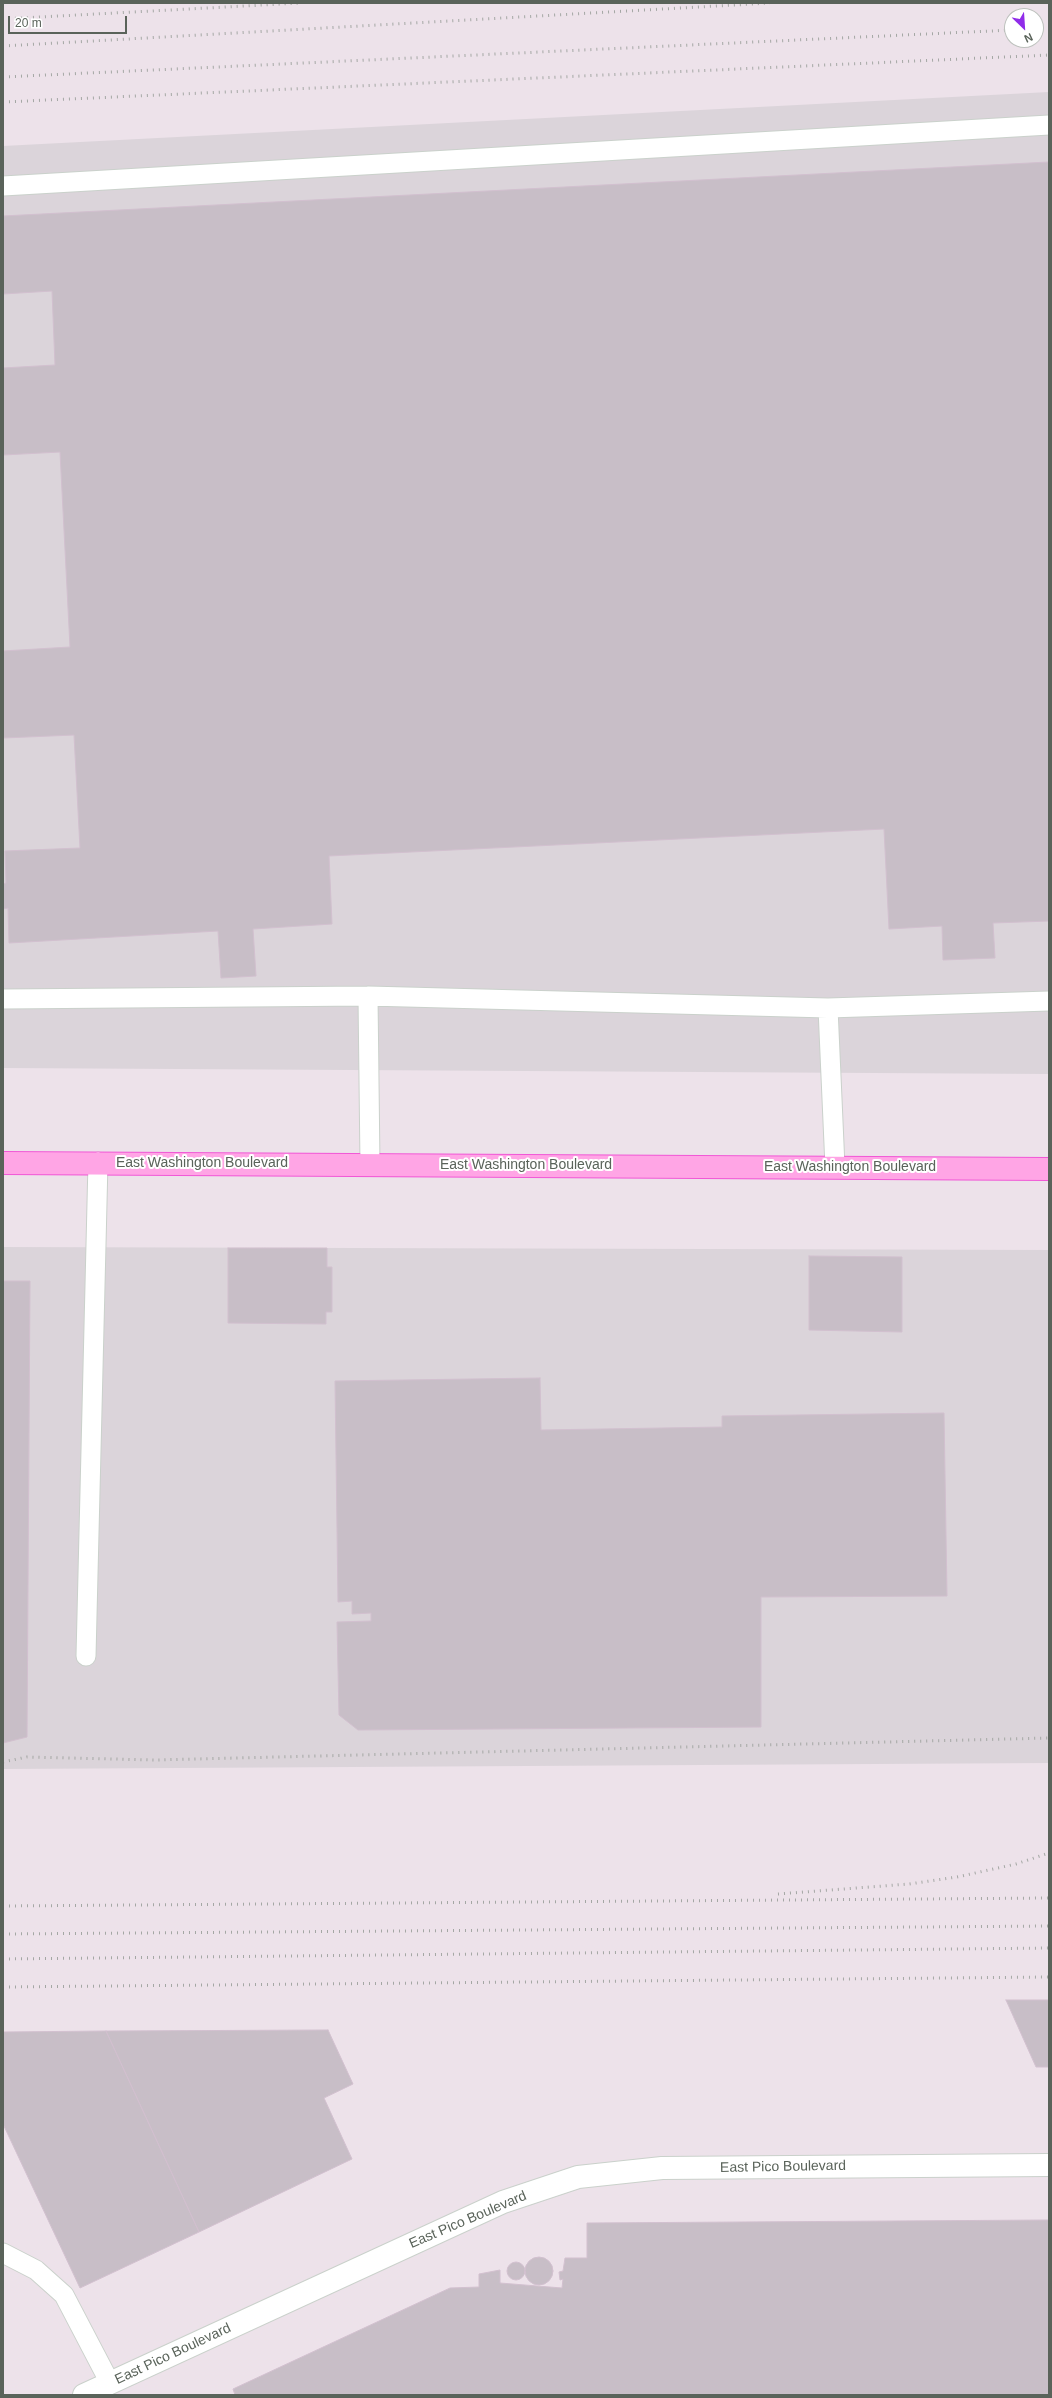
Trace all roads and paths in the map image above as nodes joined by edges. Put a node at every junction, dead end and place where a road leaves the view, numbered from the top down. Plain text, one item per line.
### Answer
1 (1049, 125) edge
2 (3, 186) edge
3 (368, 996) junction
4 (3, 999) edge
5 (1049, 1001) edge
6 (828, 1008) junction
7 (98, 1162) junction
8 (3, 1163) edge
9 (370, 1165) junction
10 (835, 1167) junction
11 (1049, 1169) edge
12 (86, 1656) dead end
13 (1049, 2164) edge
14 (3, 2252) edge
15 (110, 2383) junction
16 (87, 2394) edge

1 - 2 lane
3 - 4 lane
3 - 6 lane
3 - 9 lane
5 - 6 lane
6 - 10 lane
7 - 8 main road, East Washington Boulevard
7 - 9 main road, East Washington Boulevard
7 - 12 lane
9 - 10 main road, East Washington Boulevard
10 - 11 main road, East Washington Boulevard
13 - 15 street, East Pico Boulevard
14 - 15 lane
15 - 16 street, East Pico Boulevard

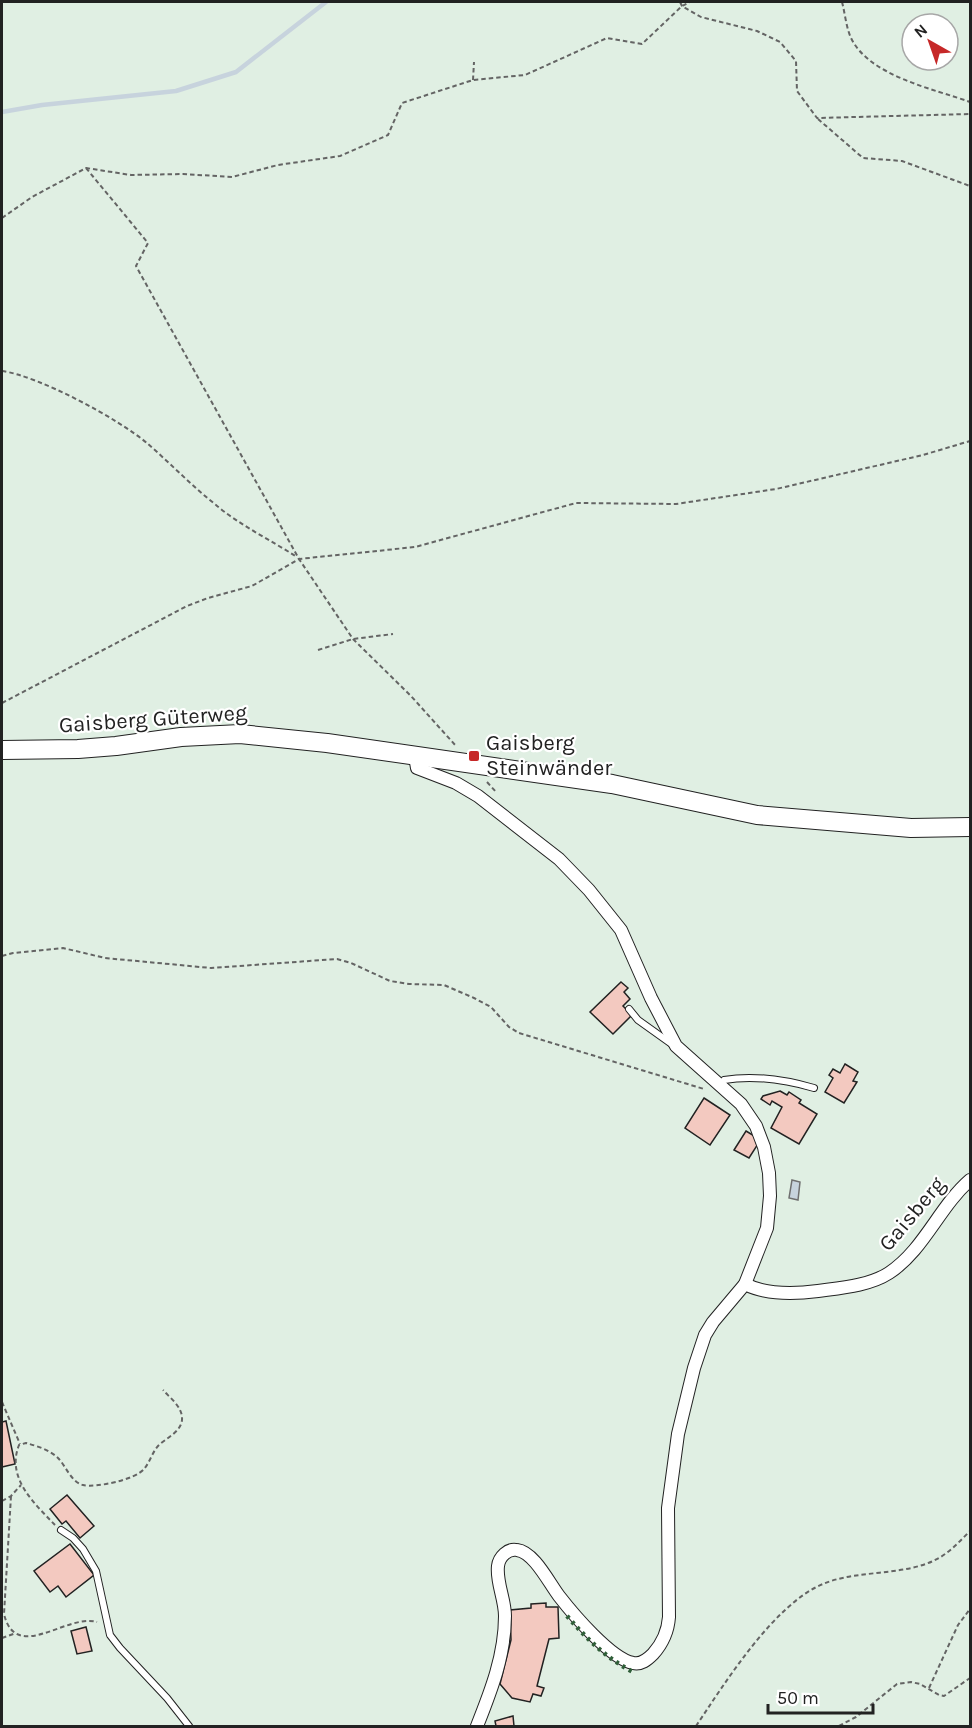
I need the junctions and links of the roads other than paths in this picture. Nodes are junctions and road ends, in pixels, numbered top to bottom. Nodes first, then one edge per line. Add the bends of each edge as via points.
1 (2, 750) edge
2 (415, 756) junction
3 (970, 827) edge
4 (629, 1009) dead end
5 (676, 1046) junction
6 (723, 1088) junction
7 (814, 1088) dead end
8 (970, 1180) edge
9 (745, 1284) junction
10 (61, 1530) road end
11 (189, 1726) edge
12 (477, 1726) edge

1 - 2 main road, Gaisberg Güterweg via 78,749 240,734
2 - 3 main road via 612,784 757,815 911,828
2 - 5 street via 417,768 478,796 559,859 589,890 621,930
4 - 5 lane via 638,1020
5 - 6 street
6 - 7 lane via 724,1080 749,1079
6 - 9 street via 741,1104 756,1126 769,1173 767,1228
8 - 9 street, Gaisberg via 921,1241 888,1274 863,1283 798,1293 767,1291
9 - 12 street via 708,1329 685,1403 669,1491 669,1626 658,1647 640,1663 618,1656 578,1619 532,1558 520,1550 509,1551 498,1568 505,1616 502,1646
10 - 11 lane via 83,1549 96,1571 110,1635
§
Begin with the line containing "I need the junctions" and retype it and each line after it through the end of the records, keeping them exact and including nothing more.

Answer:
I need the junctions and links of the roads other than paths in this picture. Nodes are junctions and road ends, in pixels, numbered top to bottom. Nodes first, then one edge per line. Add the bends of each edge as via points.
1 (2, 750) edge
2 (415, 756) junction
3 (970, 827) edge
4 (629, 1009) dead end
5 (676, 1046) junction
6 (723, 1088) junction
7 (814, 1088) dead end
8 (970, 1180) edge
9 (745, 1284) junction
10 (61, 1530) road end
11 (189, 1726) edge
12 (477, 1726) edge

1 - 2 main road, Gaisberg Güterweg via 78,749 240,734
2 - 3 main road via 612,784 757,815 911,828
2 - 5 street via 417,768 478,796 559,859 589,890 621,930
4 - 5 lane via 638,1020
5 - 6 street
6 - 7 lane via 724,1080 749,1079
6 - 9 street via 741,1104 756,1126 769,1173 767,1228
8 - 9 street, Gaisberg via 921,1241 888,1274 863,1283 798,1293 767,1291
9 - 12 street via 708,1329 685,1403 669,1491 669,1626 658,1647 640,1663 618,1656 578,1619 532,1558 520,1550 509,1551 498,1568 505,1616 502,1646
10 - 11 lane via 83,1549 96,1571 110,1635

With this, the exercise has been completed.